The trustee must pay interest to his cestui que trust (I say nothing of his alternative remedy) to compensate for the interest he has lost. It might equally well be called damages or interest by way of damages. It is inherently a sum of money of precisely the same character as the interest awarded in a court of law under the Civil Procedure Act, 1833.
My Lords, having discussed in a general way the nature of a sum of money awarded as interest under the Civil Procedure Act, 1833, s 28, I turn to the cases decided under the Income Tax Acts to see whether they assist the appellant. I find in them just what I expected to find. The question in each case is whether the receipt is of an income or a capital nature. That is the test for income tax purposes, not whether it is called “interest” or “damages.” …
It was further urged on behalf of the appellant that the interest ordered to be paid to him was not “interest of money” for the purpose of tax because it had no existence until it was awarded and did not have the quality of being recurrent or being capable of recurrence. This argument was founded on certain observations of Lord Maugham in Moss Empires Ltd v Inland Revenue Commissioners ([1937] AC 795) in regard to the meaning of the word “annual.” It would be sufficient to say that we are here dealing with words in the Income Tax Act which do not include either “annual” or “yearly,” but in any case I do not understand why a sum which is calculated on the footing that it accrues de die in diem has not the essential quality of recurrence in sufficient measure to bring it within the scope of income tax. It is surely irrelevant that the calculation begins on one day and ends on another.

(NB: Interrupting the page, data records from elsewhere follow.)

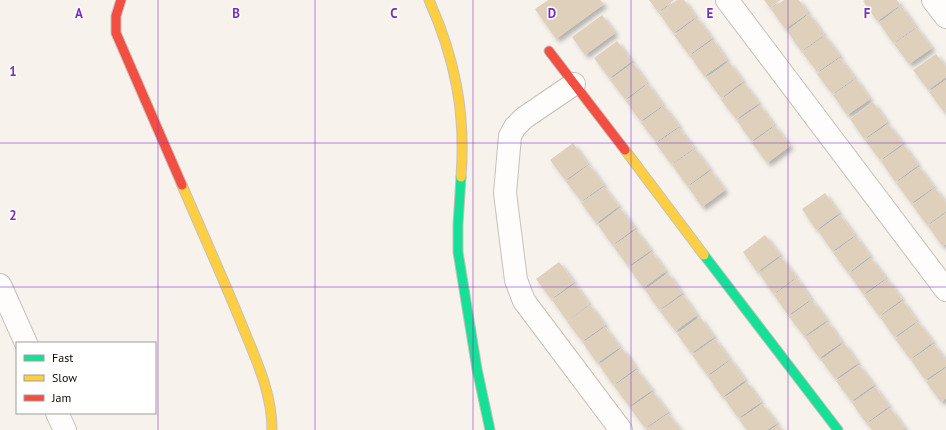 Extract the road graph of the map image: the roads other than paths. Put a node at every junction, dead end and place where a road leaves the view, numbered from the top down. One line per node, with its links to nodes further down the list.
1 (121, 0): 13 (street)
2 (429, 0): 14 (street)
3 (727, 0): 9 (street)
4 (933, 0): 5 (street)
5 (946, 17)
6 (549, 51): 7 (street)
7 (574, 84): 15 (street); 16 (street)
8 (0, 285): 10 (street)
9 (946, 290)
10 (26, 342)
11 (57, 414): 12 (street)
12 (65, 430)
13 (272, 430)
14 (490, 430)
15 (621, 430)
16 (838, 430) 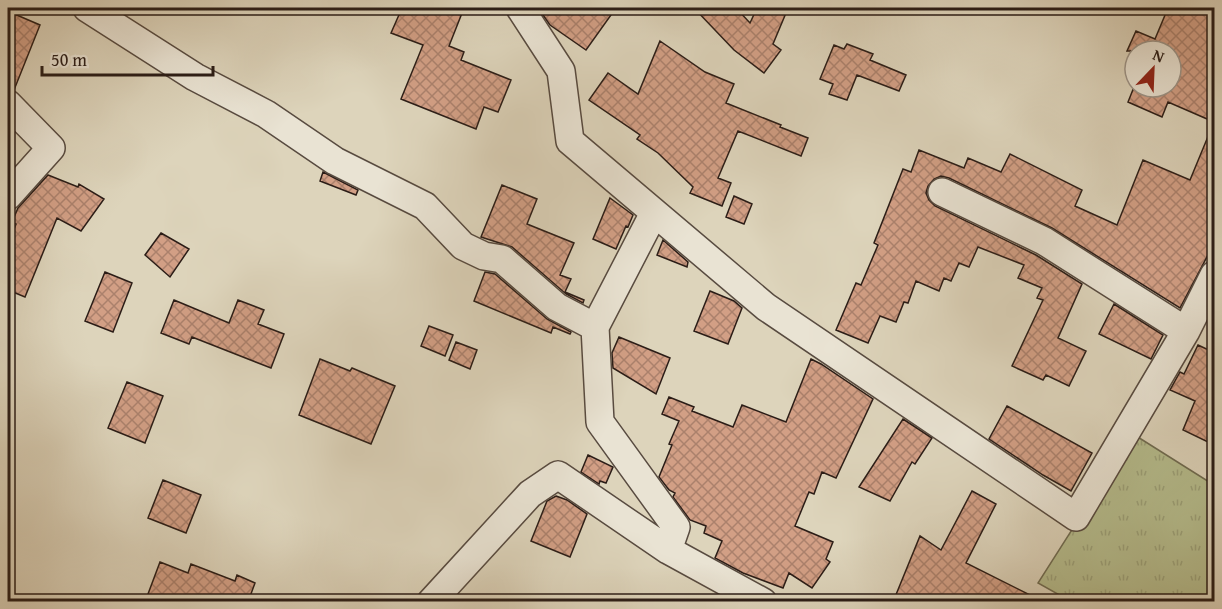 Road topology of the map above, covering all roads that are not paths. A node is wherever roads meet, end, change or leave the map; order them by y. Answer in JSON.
{"nodes":[{"id":1,"x":87,"y":8,"type":"edge"},
{"id":2,"x":520,"y":8,"type":"edge"},
{"id":3,"x":8,"y":104,"type":"edge"},
{"id":4,"x":942,"y":192,"type":"dead end"},
{"id":5,"x":8,"y":196,"type":"edge"},
{"id":6,"x":654,"y":213,"type":"junction"},
{"id":7,"x":1215,"y":275,"type":"edge"},
{"id":8,"x":595,"y":327,"type":"junction"},
{"id":9,"x":1186,"y":332,"type":"junction"},
{"id":10,"x":668,"y":550,"type":"junction"},
{"id":11,"x":431,"y":602,"type":"edge"},
{"id":12,"x":763,"y":602,"type":"edge"}],
"edges":[{"from":1,"to":8,"type":"street"},
{"from":2,"to":6,"type":"street"},
{"from":3,"to":5,"type":"street"},
{"from":4,"to":9,"type":"street"},
{"from":6,"to":8,"type":"street"},
{"from":6,"to":9,"type":"street"},
{"from":7,"to":9,"type":"street"},
{"from":8,"to":10,"type":"street"},
{"from":10,"to":11,"type":"street"},
{"from":10,"to":12,"type":"street"}]} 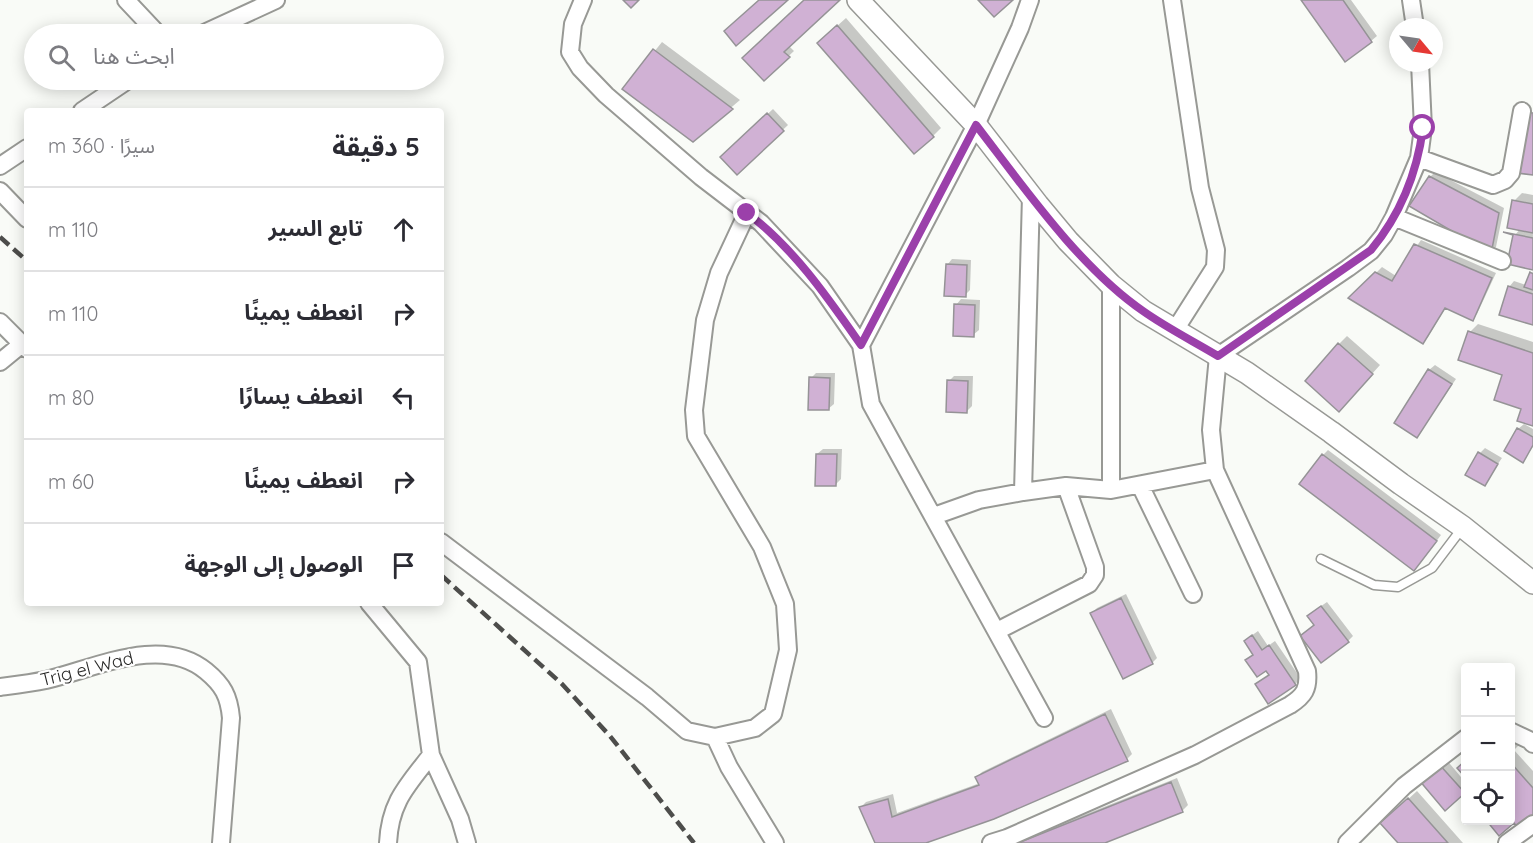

It is more important to bear in mind that it is income. [[1947] 1 All ER 469 at 478, [1947] AC 390 at 410–411]'”
106. I consider the principle in Riches extends to a payment made in compromise or settlement of litigation just as it does a payment pursuant to a decision of a court – see the discussion of London & Thames Haven at [78] above.
107. For the above reasons I conclude that the “interest-like payment” of £6,186.32 is taxable as interest under s 369 ITTOIA.
108. As stated at [101] above, the amount of £48,859.10 of the Payment is taxable as employment income, pursuant to ss 6, 7 & 62 ITEPA.
109. As stated at [107] above, the amount of £6,186.32 of the Payment is taxable as interest income, pursuant to s 369 ITTOIA.
110. I understand the practical effect of the above is that the income tax deducted under PAYE has satisfied Mr Pettigrew’s liability on the Payment. However, if there are any computational issues which the parties cannot agree between themselves then I GRANT LEAVE to apply to the Tribunal for determination of final figures.
111. The appeal is DISMISSED.
112. This document contains full findings of fact and reasons for the decision. Any party dissatisfied with this decision has a right to apply for permission to appeal against it pursuant to Rule 39 of the Tribunal Procedure (First-tier Tribunal) (Tax Chamber) Rules 2009. The application must be received by this Tribunal not later than 56 days after this decision is sent to that party. The parties are referred to “Guidance to accompany a Decision from the First-tier Tribunal (Tax Chamber)” which accompanies and forms part of this decision notice.